Task data:
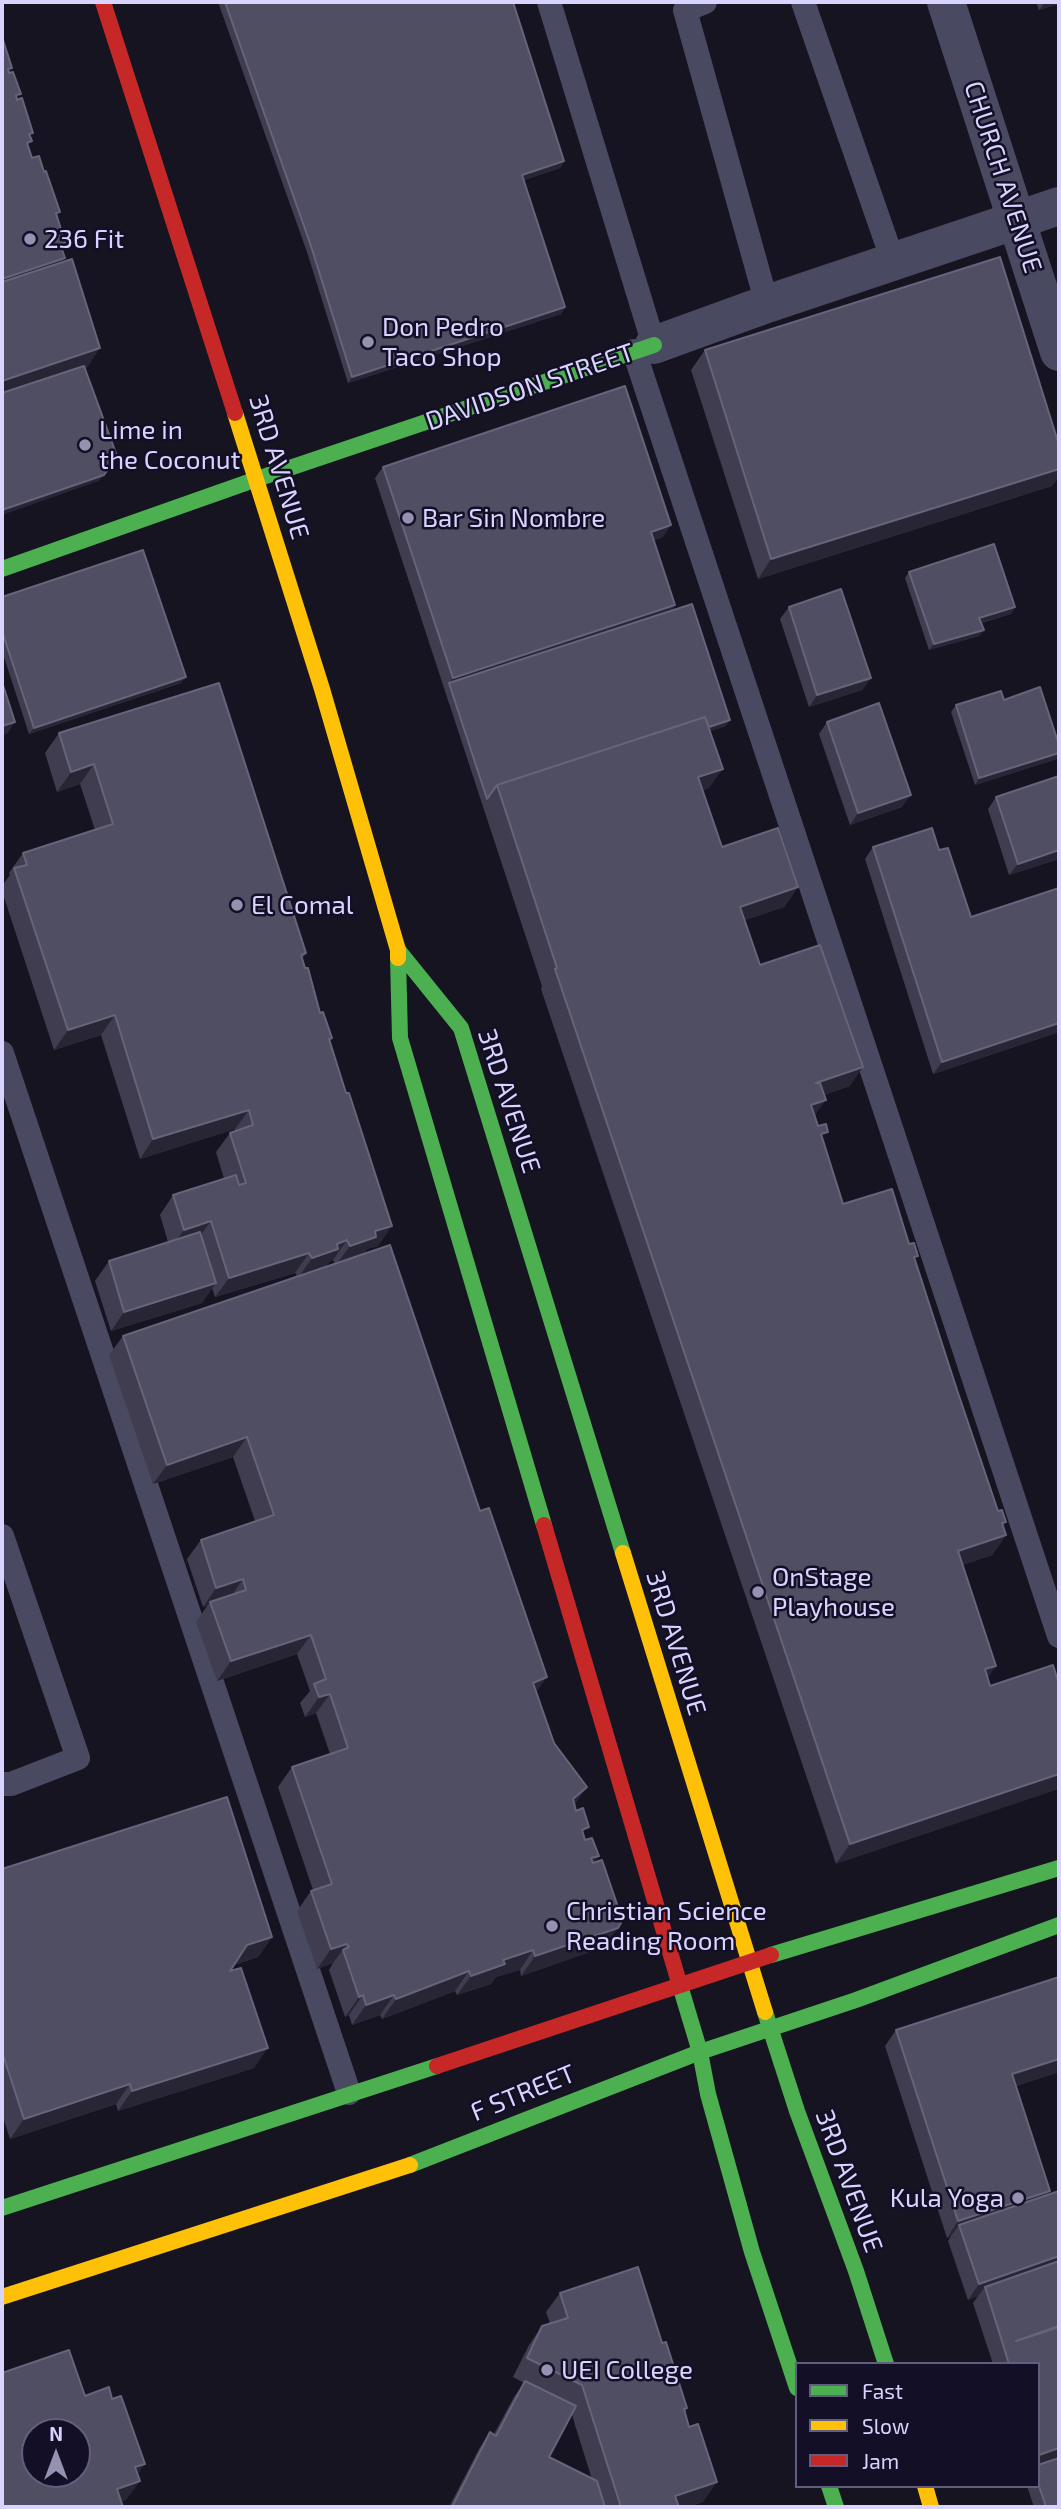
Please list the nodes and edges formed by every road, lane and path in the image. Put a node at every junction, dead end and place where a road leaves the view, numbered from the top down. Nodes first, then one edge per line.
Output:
1 (103, 2) edge
2 (549, 2) edge
3 (705, 2) edge
4 (803, 2) edge
5 (946, 2) edge
6 (1059, 206) edge
7 (1018, 219) junction
8 (893, 261) junction
9 (767, 304) junction
10 (644, 348) junction
11 (1059, 352) edge
12 (257, 479) junction
13 (2, 569) edge
14 (398, 950) junction
15 (2, 1053) edge
16 (2, 1536) edge
17 (1059, 1636) edge
18 (2, 1784) edge
19 (1059, 1868) edge
20 (1059, 1925) edge
21 (749, 1962) junction
22 (680, 1987) junction
23 (771, 2029) junction
24 (700, 2052) junction
25 (349, 2093) junction
26 (2, 2208) edge
27 (2, 2297) edge
28 (885, 2362) edge
29 (795, 2382) edge
30 (830, 2488) edge
31 (926, 2488) edge
32 (836, 2507) edge
33 (932, 2507) edge

1 - 12 main road, 3RD AVENUE
2 - 10 lane
3 - 9 lane
4 - 8 lane
5 - 7 street, CHURCH AVENUE
6 - 7 street, DAVIDSON STREET
7 - 8 street, DAVIDSON STREET
7 - 11 street, CHURCH AVENUE
8 - 9 street, DAVIDSON STREET
9 - 10 street, DAVIDSON STREET
10 - 12 main road, DAVIDSON STREET
10 - 17 lane
12 - 13 main road, DAVIDSON STREET
12 - 14 main road, 3RD AVENUE
14 - 21 main road, 3RD AVENUE
14 - 22 main road, 3RD AVENUE
15 - 25 lane
16 - 18 lane
19 - 21 main road, F STREET
20 - 23 main road, F STREET
21 - 22 main road, F STREET
21 - 23 main road, 3RD AVENUE
22 - 24 main road, 3RD AVENUE
22 - 25 main road, F STREET
23 - 24 main road, F STREET
23 - 28 main road, 3RD AVENUE
24 - 27 main road, F STREET
24 - 29 main road, 3RD AVENUE
25 - 26 main road, F STREET
30 - 32 main road
31 - 33 main road

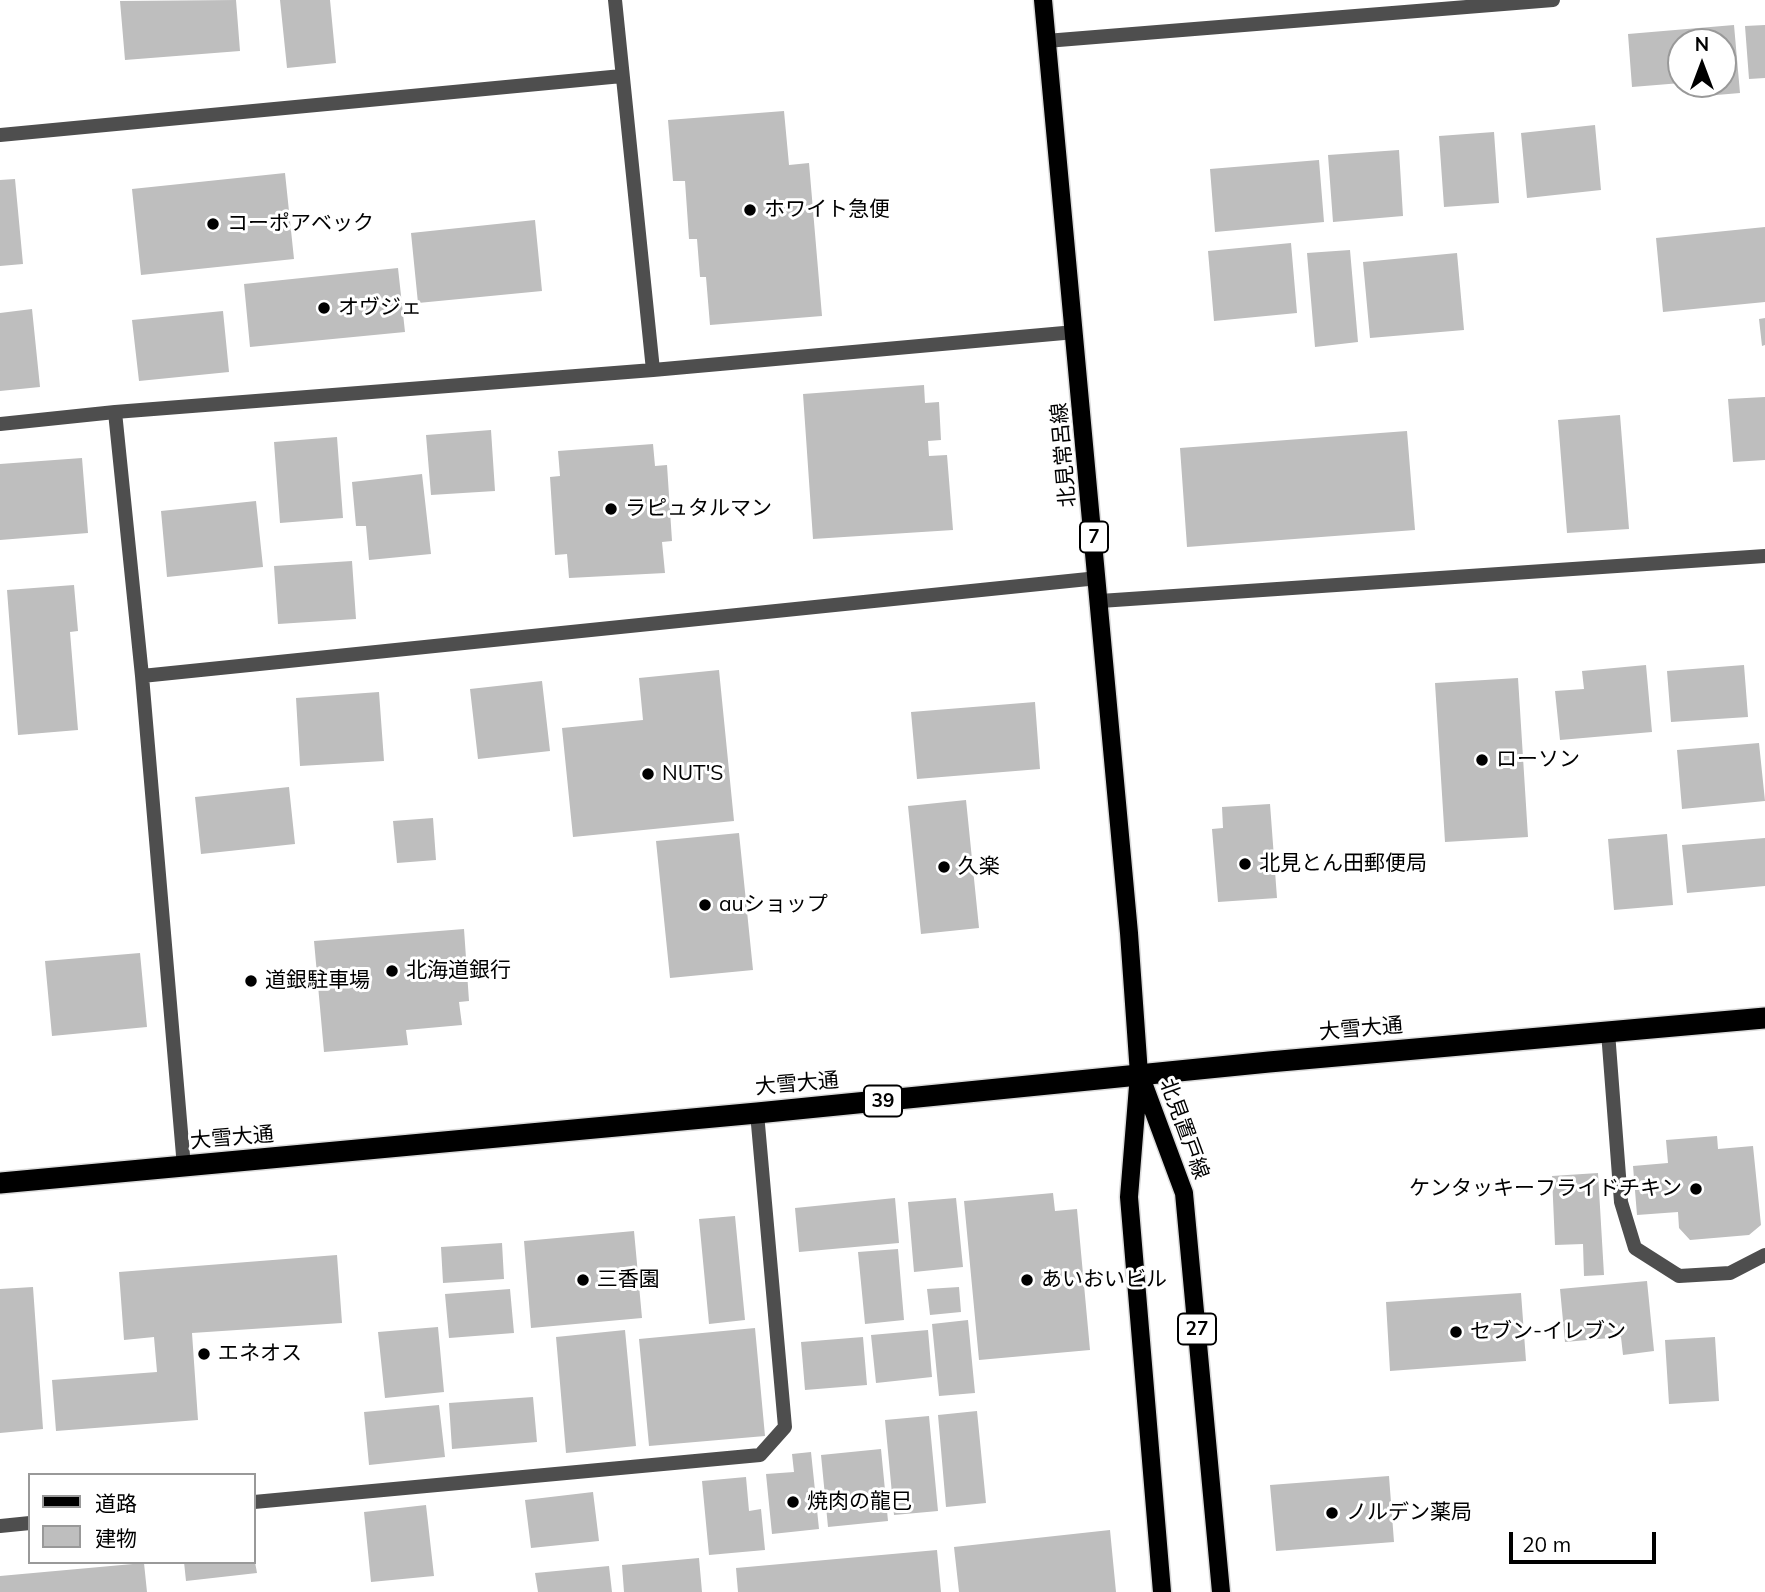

Description of the task:
An exact reproduction of the material above is needed, without its pictures.

Expected output:
Please list the nodes and edges formed by every road, lane and path in the image. Put a node at every junction, dead end and place where a road leaves the view, numbered from the top down. Nodes first, then one edge per line.
Output:
1 (103, 2) edge
2 (549, 2) edge
3 (705, 2) edge
4 (803, 2) edge
5 (946, 2) edge
6 (1059, 206) edge
7 (1018, 219) junction
8 (893, 261) junction
9 (767, 304) junction
10 (644, 348) junction
11 (1059, 352) edge
12 (257, 479) junction
13 (2, 569) edge
14 (398, 950) junction
15 (2, 1053) edge
16 (2, 1536) edge
17 (1059, 1636) edge
18 (2, 1784) edge
19 (1059, 1868) edge
20 (1059, 1925) edge
21 (749, 1962) junction
22 (680, 1987) junction
23 (771, 2029) junction
24 (700, 2052) junction
25 (349, 2093) junction
26 (2, 2208) edge
27 (2, 2297) edge
28 (885, 2362) edge
29 (795, 2382) edge
30 (830, 2488) edge
31 (926, 2488) edge
32 (836, 2507) edge
33 (932, 2507) edge

1 - 12 main road, 3RD AVENUE
2 - 10 lane
3 - 9 lane
4 - 8 lane
5 - 7 street, CHURCH AVENUE
6 - 7 street, DAVIDSON STREET
7 - 8 street, DAVIDSON STREET
7 - 11 street, CHURCH AVENUE
8 - 9 street, DAVIDSON STREET
9 - 10 street, DAVIDSON STREET
10 - 12 main road, DAVIDSON STREET
10 - 17 lane
12 - 13 main road, DAVIDSON STREET
12 - 14 main road, 3RD AVENUE
14 - 21 main road, 3RD AVENUE
14 - 22 main road, 3RD AVENUE
15 - 25 lane
16 - 18 lane
19 - 21 main road, F STREET
20 - 23 main road, F STREET
21 - 22 main road, F STREET
21 - 23 main road, 3RD AVENUE
22 - 24 main road, 3RD AVENUE
22 - 25 main road, F STREET
23 - 24 main road, F STREET
23 - 28 main road, 3RD AVENUE
24 - 27 main road, F STREET
24 - 29 main road, 3RD AVENUE
25 - 26 main road, F STREET
30 - 32 main road
31 - 33 main road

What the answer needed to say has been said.